**Stored data entries**
━━━
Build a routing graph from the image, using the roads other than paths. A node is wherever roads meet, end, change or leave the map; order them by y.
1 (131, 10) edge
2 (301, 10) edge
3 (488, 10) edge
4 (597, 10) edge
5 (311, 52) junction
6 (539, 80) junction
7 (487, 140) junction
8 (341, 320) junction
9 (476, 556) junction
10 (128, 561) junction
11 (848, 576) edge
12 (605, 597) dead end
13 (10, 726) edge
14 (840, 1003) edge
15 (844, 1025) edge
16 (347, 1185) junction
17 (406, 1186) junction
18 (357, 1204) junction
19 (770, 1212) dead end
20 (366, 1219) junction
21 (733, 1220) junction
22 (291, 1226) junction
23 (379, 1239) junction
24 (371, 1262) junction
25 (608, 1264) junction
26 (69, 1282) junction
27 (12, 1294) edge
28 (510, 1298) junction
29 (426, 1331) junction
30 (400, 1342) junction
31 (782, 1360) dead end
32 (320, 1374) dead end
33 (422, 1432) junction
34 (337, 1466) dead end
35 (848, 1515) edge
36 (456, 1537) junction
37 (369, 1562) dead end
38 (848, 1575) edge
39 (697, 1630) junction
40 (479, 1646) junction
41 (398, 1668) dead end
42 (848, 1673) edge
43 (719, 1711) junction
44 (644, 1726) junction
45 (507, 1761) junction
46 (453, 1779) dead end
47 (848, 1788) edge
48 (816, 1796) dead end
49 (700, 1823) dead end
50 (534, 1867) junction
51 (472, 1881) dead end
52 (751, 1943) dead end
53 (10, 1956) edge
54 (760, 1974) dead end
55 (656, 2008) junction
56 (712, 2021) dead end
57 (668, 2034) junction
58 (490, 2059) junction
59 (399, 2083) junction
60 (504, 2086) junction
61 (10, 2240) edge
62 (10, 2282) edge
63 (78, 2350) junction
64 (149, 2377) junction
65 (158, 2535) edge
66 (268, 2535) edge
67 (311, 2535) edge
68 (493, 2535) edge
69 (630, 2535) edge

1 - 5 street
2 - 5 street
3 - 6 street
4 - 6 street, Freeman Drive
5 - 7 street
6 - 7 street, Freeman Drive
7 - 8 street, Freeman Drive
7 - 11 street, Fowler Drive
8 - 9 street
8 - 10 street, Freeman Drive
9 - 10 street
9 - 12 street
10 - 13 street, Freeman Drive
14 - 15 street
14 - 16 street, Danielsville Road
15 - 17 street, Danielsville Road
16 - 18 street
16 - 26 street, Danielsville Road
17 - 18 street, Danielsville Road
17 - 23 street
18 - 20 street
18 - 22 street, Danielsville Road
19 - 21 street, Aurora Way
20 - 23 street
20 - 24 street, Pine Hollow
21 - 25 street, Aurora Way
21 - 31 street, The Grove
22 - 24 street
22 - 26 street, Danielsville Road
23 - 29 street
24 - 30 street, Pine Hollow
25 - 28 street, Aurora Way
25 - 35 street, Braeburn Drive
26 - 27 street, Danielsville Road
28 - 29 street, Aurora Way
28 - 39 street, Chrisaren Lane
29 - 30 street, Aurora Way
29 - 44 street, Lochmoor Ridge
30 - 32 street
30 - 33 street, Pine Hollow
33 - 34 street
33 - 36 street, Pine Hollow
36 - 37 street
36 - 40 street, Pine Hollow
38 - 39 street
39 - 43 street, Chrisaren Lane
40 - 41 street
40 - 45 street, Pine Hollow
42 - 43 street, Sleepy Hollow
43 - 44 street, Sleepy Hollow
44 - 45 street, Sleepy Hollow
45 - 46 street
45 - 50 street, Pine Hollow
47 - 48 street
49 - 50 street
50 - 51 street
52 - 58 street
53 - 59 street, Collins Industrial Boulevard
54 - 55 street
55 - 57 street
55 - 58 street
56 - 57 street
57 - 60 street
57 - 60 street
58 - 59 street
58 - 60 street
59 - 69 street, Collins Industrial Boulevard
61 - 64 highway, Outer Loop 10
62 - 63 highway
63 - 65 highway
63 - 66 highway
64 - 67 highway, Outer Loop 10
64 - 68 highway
━━━
**Exercise brief**
Return every line above exactly as it stands.

**Answer box**
Build a routing graph from the image, using the roads other than paths. A node is wherever roads meet, end, change or leave the map; order them by y.
1 (131, 10) edge
2 (301, 10) edge
3 (488, 10) edge
4 (597, 10) edge
5 (311, 52) junction
6 (539, 80) junction
7 (487, 140) junction
8 (341, 320) junction
9 (476, 556) junction
10 (128, 561) junction
11 (848, 576) edge
12 (605, 597) dead end
13 (10, 726) edge
14 (840, 1003) edge
15 (844, 1025) edge
16 (347, 1185) junction
17 (406, 1186) junction
18 (357, 1204) junction
19 (770, 1212) dead end
20 (366, 1219) junction
21 (733, 1220) junction
22 (291, 1226) junction
23 (379, 1239) junction
24 (371, 1262) junction
25 (608, 1264) junction
26 (69, 1282) junction
27 (12, 1294) edge
28 (510, 1298) junction
29 (426, 1331) junction
30 (400, 1342) junction
31 (782, 1360) dead end
32 (320, 1374) dead end
33 (422, 1432) junction
34 (337, 1466) dead end
35 (848, 1515) edge
36 (456, 1537) junction
37 (369, 1562) dead end
38 (848, 1575) edge
39 (697, 1630) junction
40 (479, 1646) junction
41 (398, 1668) dead end
42 (848, 1673) edge
43 (719, 1711) junction
44 (644, 1726) junction
45 (507, 1761) junction
46 (453, 1779) dead end
47 (848, 1788) edge
48 (816, 1796) dead end
49 (700, 1823) dead end
50 (534, 1867) junction
51 (472, 1881) dead end
52 (751, 1943) dead end
53 (10, 1956) edge
54 (760, 1974) dead end
55 (656, 2008) junction
56 (712, 2021) dead end
57 (668, 2034) junction
58 (490, 2059) junction
59 (399, 2083) junction
60 (504, 2086) junction
61 (10, 2240) edge
62 (10, 2282) edge
63 (78, 2350) junction
64 (149, 2377) junction
65 (158, 2535) edge
66 (268, 2535) edge
67 (311, 2535) edge
68 (493, 2535) edge
69 (630, 2535) edge

1 - 5 street
2 - 5 street
3 - 6 street
4 - 6 street, Freeman Drive
5 - 7 street
6 - 7 street, Freeman Drive
7 - 8 street, Freeman Drive
7 - 11 street, Fowler Drive
8 - 9 street
8 - 10 street, Freeman Drive
9 - 10 street
9 - 12 street
10 - 13 street, Freeman Drive
14 - 15 street
14 - 16 street, Danielsville Road
15 - 17 street, Danielsville Road
16 - 18 street
16 - 26 street, Danielsville Road
17 - 18 street, Danielsville Road
17 - 23 street
18 - 20 street
18 - 22 street, Danielsville Road
19 - 21 street, Aurora Way
20 - 23 street
20 - 24 street, Pine Hollow
21 - 25 street, Aurora Way
21 - 31 street, The Grove
22 - 24 street
22 - 26 street, Danielsville Road
23 - 29 street
24 - 30 street, Pine Hollow
25 - 28 street, Aurora Way
25 - 35 street, Braeburn Drive
26 - 27 street, Danielsville Road
28 - 29 street, Aurora Way
28 - 39 street, Chrisaren Lane
29 - 30 street, Aurora Way
29 - 44 street, Lochmoor Ridge
30 - 32 street
30 - 33 street, Pine Hollow
33 - 34 street
33 - 36 street, Pine Hollow
36 - 37 street
36 - 40 street, Pine Hollow
38 - 39 street
39 - 43 street, Chrisaren Lane
40 - 41 street
40 - 45 street, Pine Hollow
42 - 43 street, Sleepy Hollow
43 - 44 street, Sleepy Hollow
44 - 45 street, Sleepy Hollow
45 - 46 street
45 - 50 street, Pine Hollow
47 - 48 street
49 - 50 street
50 - 51 street
52 - 58 street
53 - 59 street, Collins Industrial Boulevard
54 - 55 street
55 - 57 street
55 - 58 street
56 - 57 street
57 - 60 street
57 - 60 street
58 - 59 street
58 - 60 street
59 - 69 street, Collins Industrial Boulevard
61 - 64 highway, Outer Loop 10
62 - 63 highway
63 - 65 highway
63 - 66 highway
64 - 67 highway, Outer Loop 10
64 - 68 highway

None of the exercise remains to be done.